Tyler Frazer, competition circuit, and the 2010 opening
Tyler Frazer grew up in Amarillo and worked in regional food service through his 20s while developing serious barbecue cooking skills through the Texas competition circuit. The competition circuit — a network of weekend barbecue competitions across Texas, Oklahoma, and the broader South — is the standard apprenticeship route for serious Texas barbecue cooks, and competing at the Texas state level for several years gave Frazer the technical foundation and the network connections to launch a commercial operation. He opened Tyler's Barbeque at the current Olsen Boulevard location in early 2010.
The opening menu and cooking approach were both deliberately traditional central-Texas — slow-smoked brisket over post oak, pulled pork shoulder, smoked turkey breast, jalapeño-cheddar sausage links, and a few classic sides. Frazer's stated philosophy from the opening was to focus the kitchen narrowly on a small number of items executed at the highest possible quality, rather than expanding the menu in ways that would dilute the daily focus. The approach was unusual for Amarillo — local barbecue had traditionally trended toward larger menus with broader sauce-heavy approaches — and the early years involved educating local diners on what to expect from a meat-focused central-Texas-style operation.

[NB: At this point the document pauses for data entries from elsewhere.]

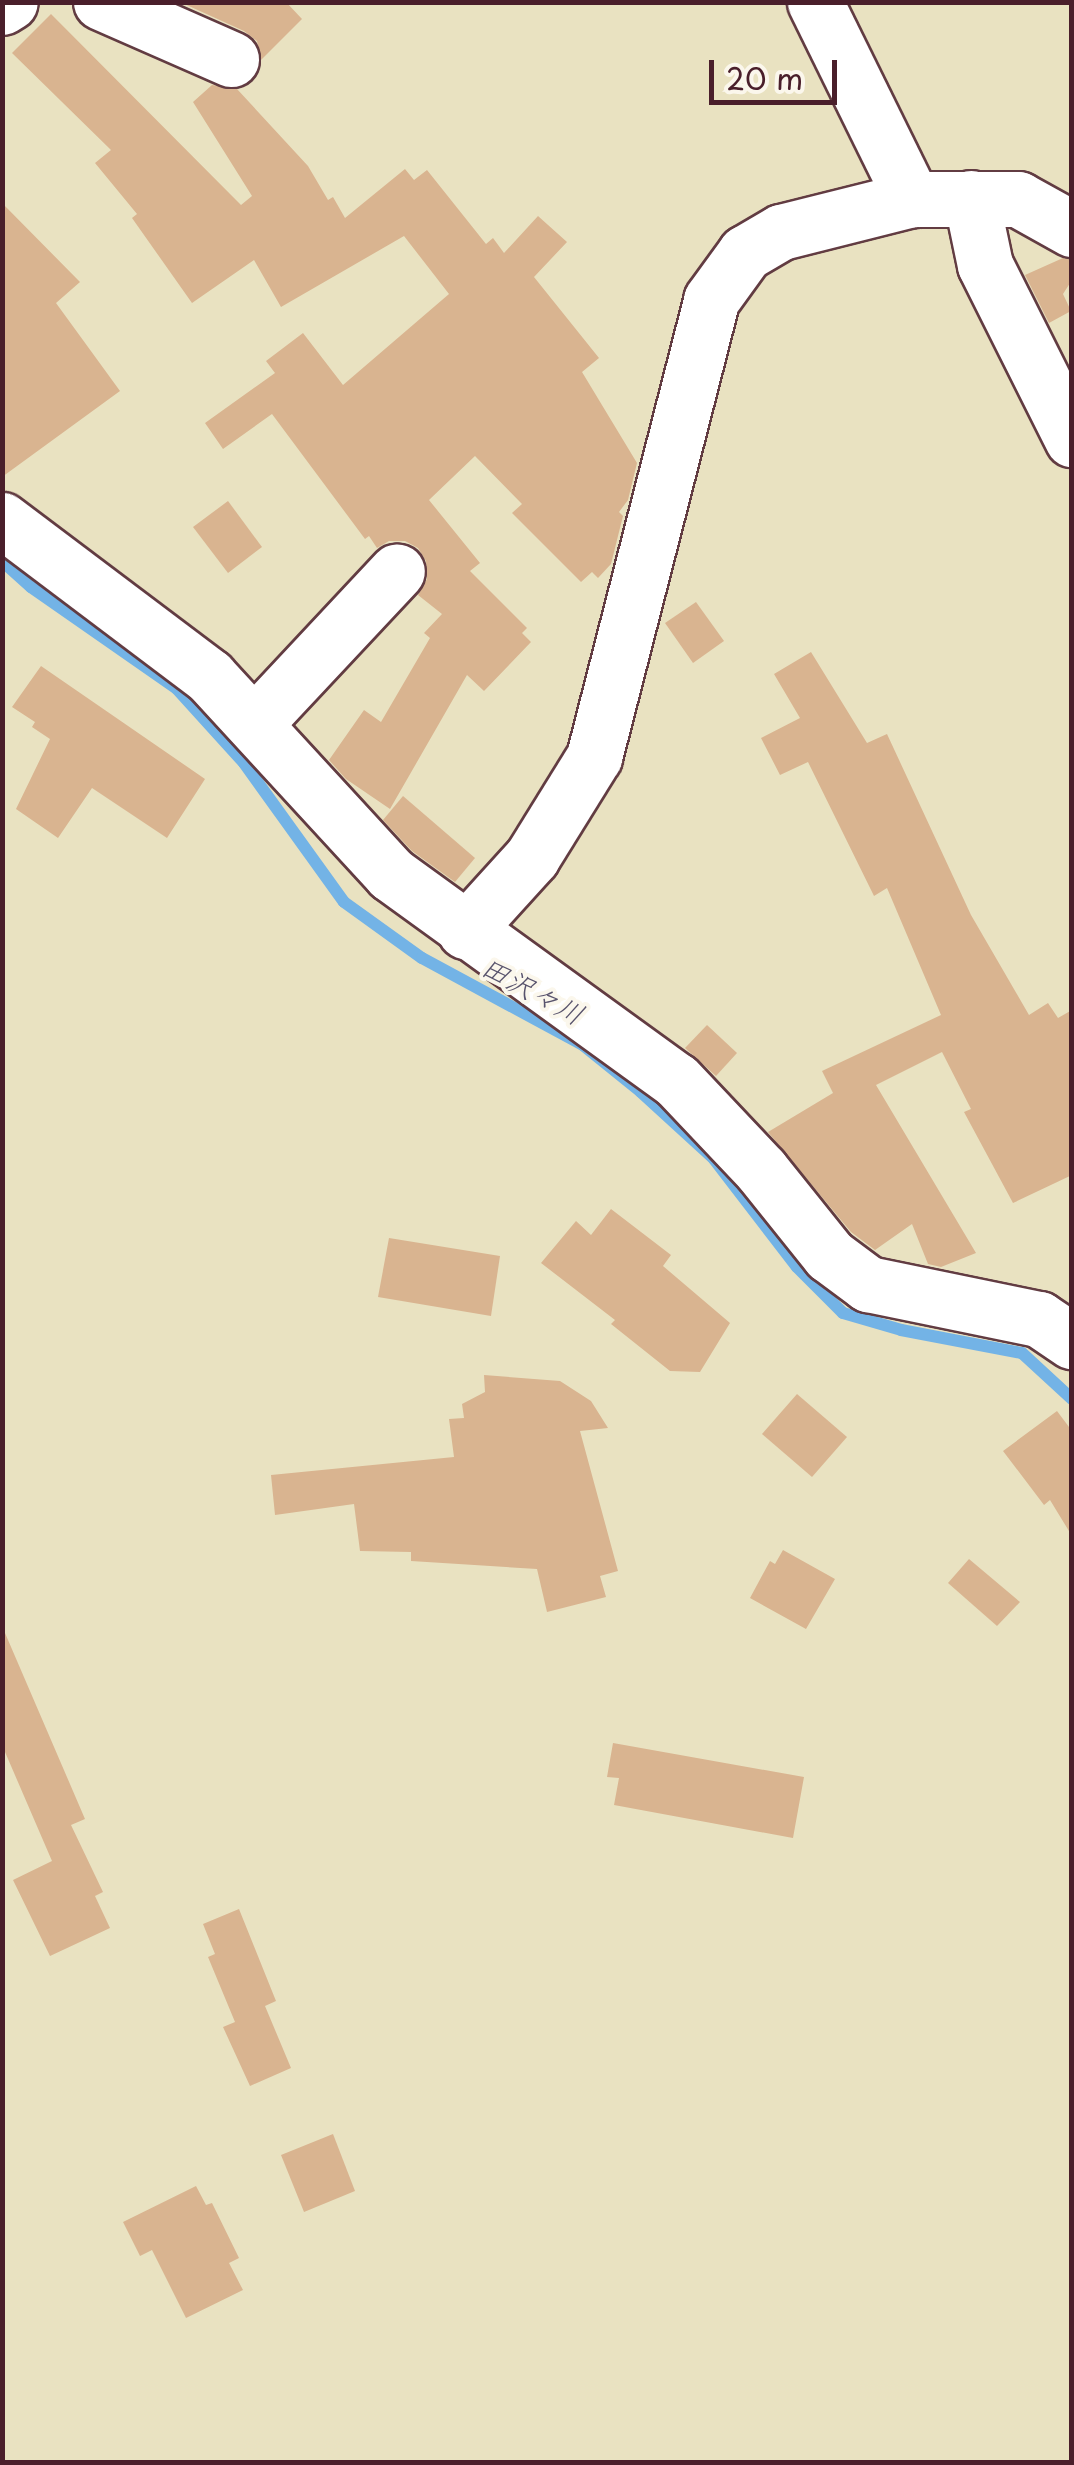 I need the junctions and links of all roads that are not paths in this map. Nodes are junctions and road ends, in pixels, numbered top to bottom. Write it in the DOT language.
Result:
graph roads {
  1 [pos="10,2"];
  2 [pos="101,2"];
  3 [pos="815,2"];
  4 [pos="2,7"];
  5 [pos="231,59"];
  6 [pos="970,198"];
  7 [pos="912,199"];
  8 [pos="1072,229"];
  9 [pos="1072,439"];
  10 [pos="2,520"];
  11 [pos="397,570"];
  12 [pos="254,724"];
  13 [pos="466,931"];
  14 [pos="1072,1341"];
  1 -- 4 [label="street"];
  2 -- 5 [label="street"];
  3 -- 7 [label="street"];
  6 -- 7 [label="street"];
  6 -- 8 [label="street"];
  6 -- 9 [label="street"];
  7 -- 13 [label="street"];
  10 -- 12 [label="street"];
  11 -- 12 [label="street"];
  12 -- 13 [label="street"];
  13 -- 14 [label="street"];
} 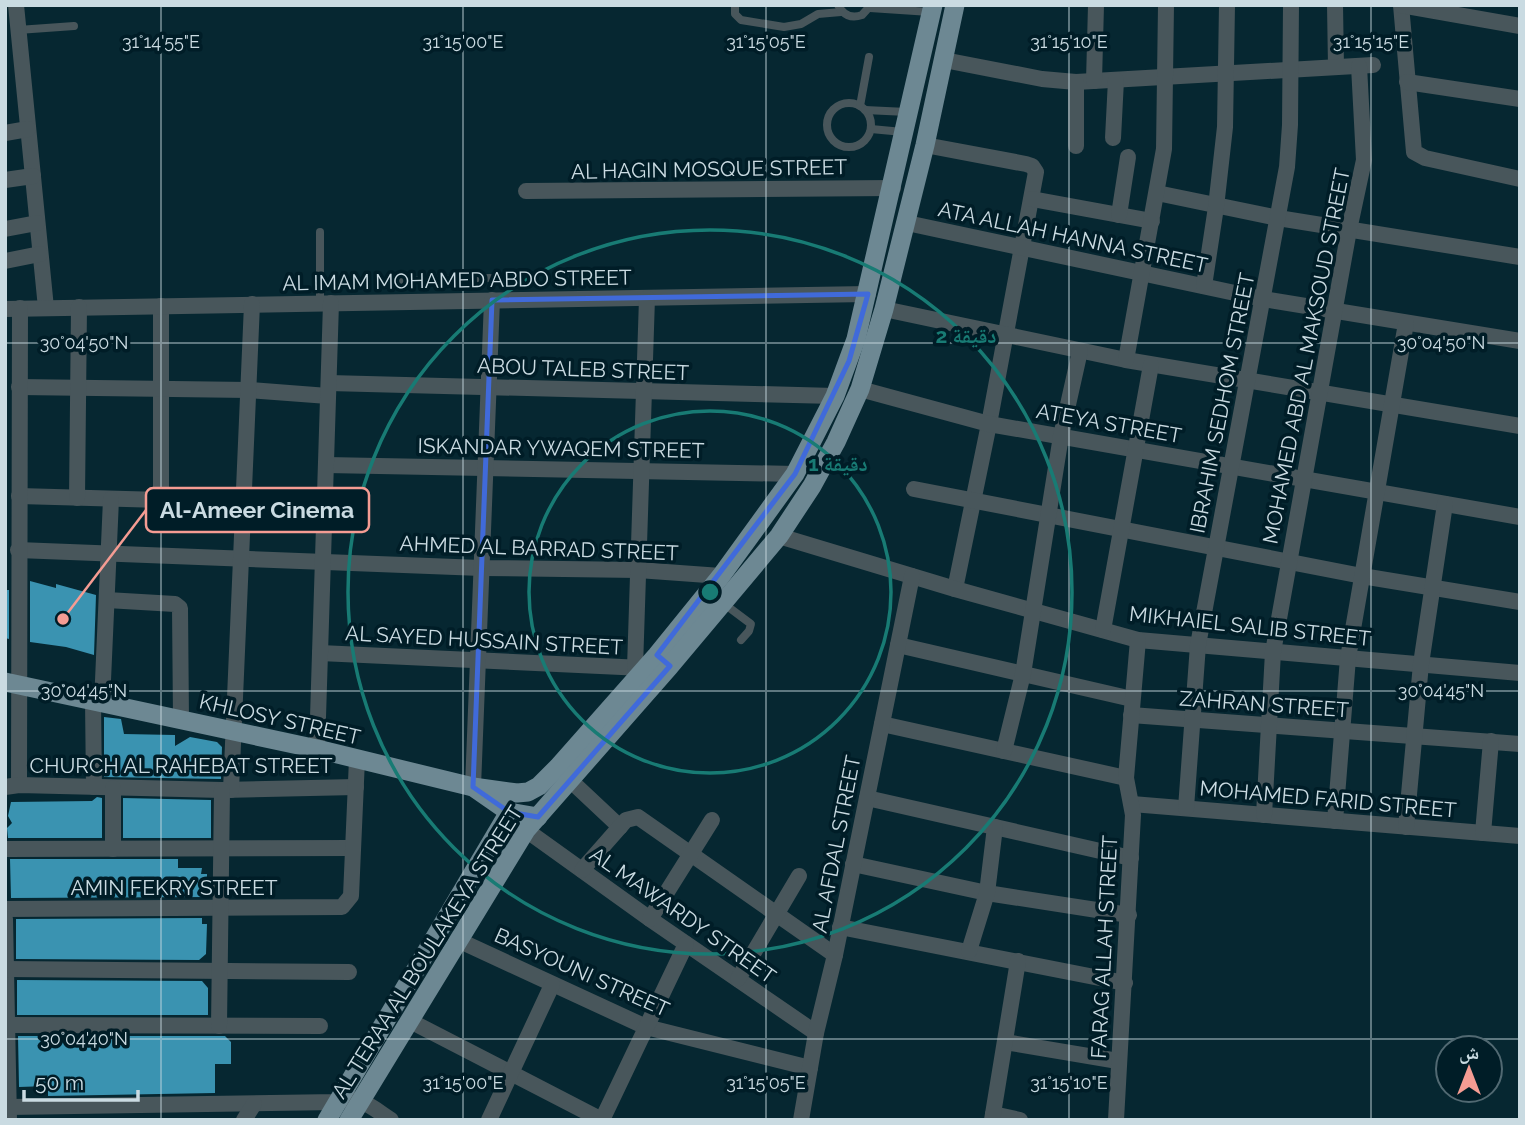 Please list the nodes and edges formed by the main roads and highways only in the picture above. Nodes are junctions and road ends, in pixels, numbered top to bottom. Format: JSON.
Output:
{"nodes":[{"id":1,"x":933,"y":9,"type":"edge"},
{"id":2,"x":954,"y":11,"type":"edge"},
{"id":3,"x":652,"y":664,"type":"junction"},
{"id":4,"x":12,"y":683,"type":"edge"},
{"id":5,"x":473,"y":787,"type":"junction"},
{"id":6,"x":509,"y":812,"type":"junction"},
{"id":7,"x":532,"y":824,"type":"junction"},
{"id":8,"x":327,"y":1120,"type":"edge"},
{"id":9,"x":349,"y":1120,"type":"edge"}],
"edges":[{"from":1,"to":2,"type":"main road"},
{"from":1,"to":3,"type":"main road","name":"AL TERAA AL BOULAKEYA STREET"},
{"from":2,"to":3,"type":"main road","name":"AL TERAA AL BOULAKEYA STREET"},
{"from":3,"to":5,"type":"main road","name":"AL TERAA AL BOULAKEYA STREET"},
{"from":3,"to":7,"type":"main road","name":"AL TERAA AL BOULAKEYA STREET"},
{"from":4,"to":5,"type":"main road","name":"KHLOSY STREET"},
{"from":5,"to":6,"type":"main road","name":"KHLOSY STREET"},
{"from":6,"to":7,"type":"main road","name":"KHLOSY STREET"},
{"from":6,"to":8,"type":"main road","name":"AL TERAA AL BOULAKEYA STREET"},
{"from":7,"to":9,"type":"main road","name":"AL TERAA AL BOULAKEYA STREET"}]} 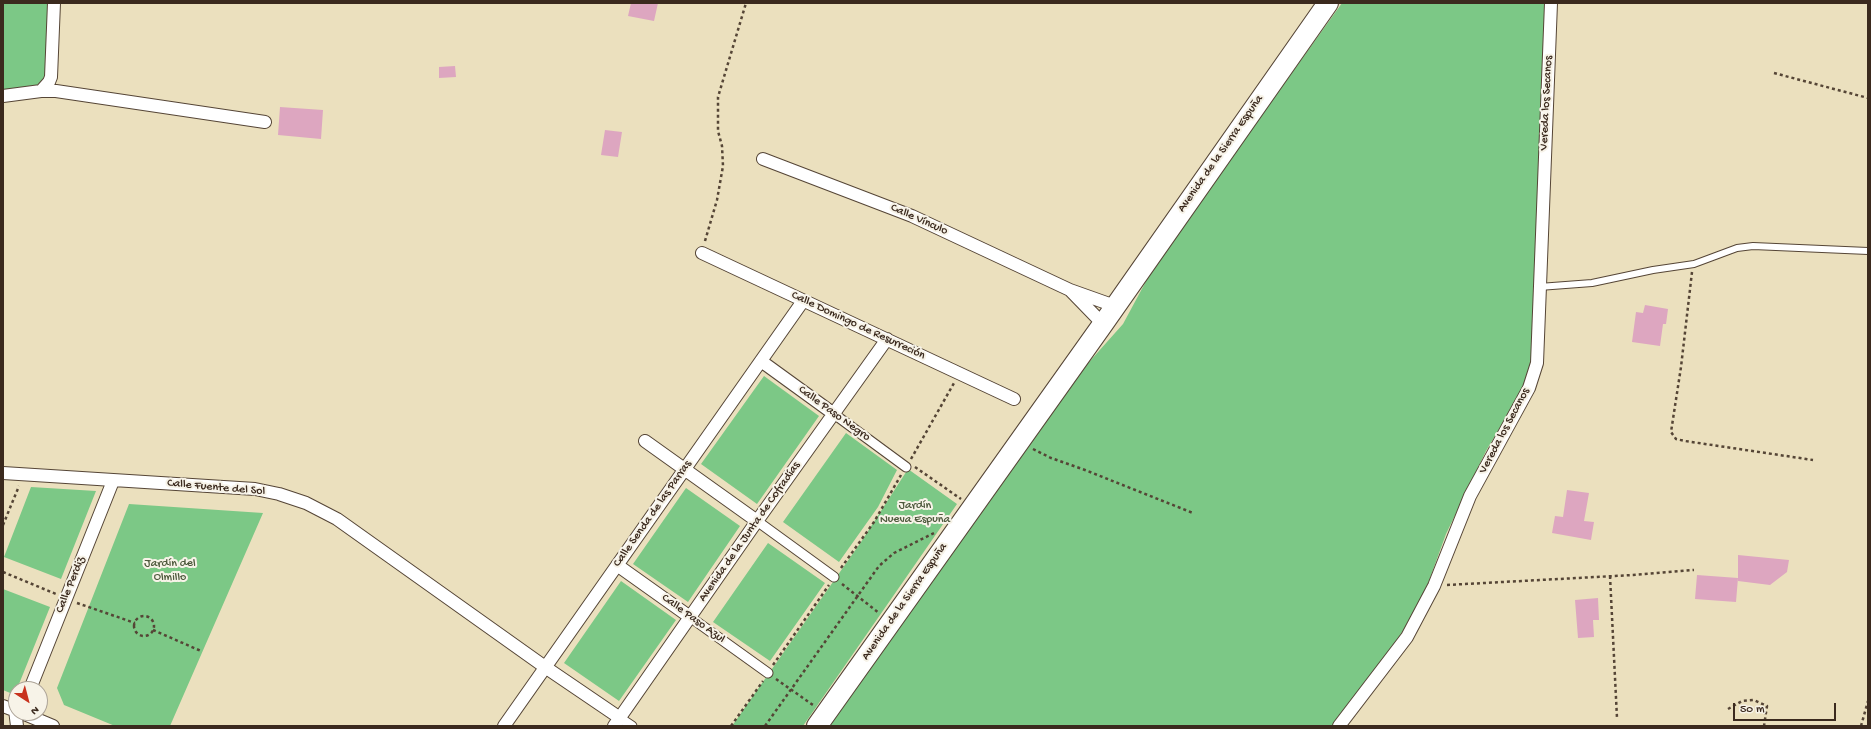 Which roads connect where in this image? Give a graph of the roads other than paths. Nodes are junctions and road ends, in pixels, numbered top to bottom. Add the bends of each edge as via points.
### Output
1 (54, 3) edge
2 (1328, 3) edge
3 (1552, 3) edge
4 (42, 91) junction
5 (3, 96) edge
6 (265, 122) dead end
7 (763, 159) dead end
8 (1868, 251) edge
9 (702, 253) road end
10 (1539, 287) junction
11 (1070, 290) junction
12 (803, 301) junction
13 (1115, 306) junction
14 (1103, 324) junction
15 (887, 340) junction
16 (761, 361) junction
17 (1063, 381) junction
18 (1014, 399) dead end
19 (834, 414) junction
20 (645, 441) dead end
21 (906, 467) road end
22 (684, 470) junction
23 (3, 473) edge
24 (113, 480) junction
25 (757, 522) junction
26 (617, 565) junction
27 (834, 577) road end
28 (690, 617) junction
29 (545, 667) junction
30 (768, 673) road end
31 (33, 681) edge
32 (818, 718) edge
33 (41, 721) edge
34 (617, 722) edge
35 (52, 726) edge
36 (504, 726) edge
37 (632, 726) edge
38 (1339, 726) edge

1 - 4 street via 52,77
2 - 13 main road, Avenida de la Sierra Espuña
3 - 10 street, Vereda los Secanos
4 - 5 street
4 - 6 street
7 - 11 street, Calle Vínculo via 912,216
8 - 10 lane via 1753,246 1737,248 1694,264 1592,282
9 - 12 street, Calle Domingo de Resurreción
10 - 38 street, Vereda los Secanos via 1537,363 1529,388 1470,496 1434,586 1407,637
11 - 13 street, Calle Vínculo
11 - 14 street, Calle Vínculo
12 - 15 street, Calle Domingo de Resurreción
12 - 16 street, Calle Senda de las Parras
13 - 14 main road, Avenida de la Sierra Espuña
13 - 17 main road, Avenida de la Sierra Espuña via 1120,309 1120,318 1109,334
14 - 17 main road, Avenida de la Sierra Espuña
15 - 18 street, Calle Domingo de Resurreción
15 - 19 street, Avenida de la Junta de Cofradías
16 - 19 street, Calle Paso Negro
16 - 22 street, Calle Senda de las Parras
17 - 32 main road, Avenida de la Sierra Espuña
19 - 21 street, Calle Paso Negro
19 - 25 street, Avenida de la Junta de Cofradías
20 - 22 street
22 - 25 street
22 - 26 street, Calle Senda de las Parras
23 - 24 street, Calle Fuente del Sol
24 - 29 street, Calle Fuente del Sol via 254,489 306,503 336,519
24 - 31 street, Calle Perdiz
25 - 27 street
25 - 28 street, Avenida de la Junta de Cofradías
26 - 28 street, Calle Paso Azul
26 - 29 street, Calle Senda de las Parras
28 - 30 street, Calle Paso Azul
28 - 34 street, Avenida de la Junta de Cofradías
29 - 34 street, Calle Fuente del Sol
29 - 36 street, Calle Senda de las Parras
33 - 35 street
34 - 37 street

Texas Monthly's Daniel Vaughn — the publication's dedicated barbecue editor and the most-cited authority in Texas barbecue criticism — visited Tyler's during the early years and included the restaurant in subsequent statewide barbecue rankings. The Texas Monthly attention drove significant out-of-area traffic and validated Tyler's position as the Amarillo answer for serious barbecue enthusiasts. By the mid-2010s the restaurant was consistently selling out brisket by mid-afternoon and had become a regional destination beyond just Amarillo locals.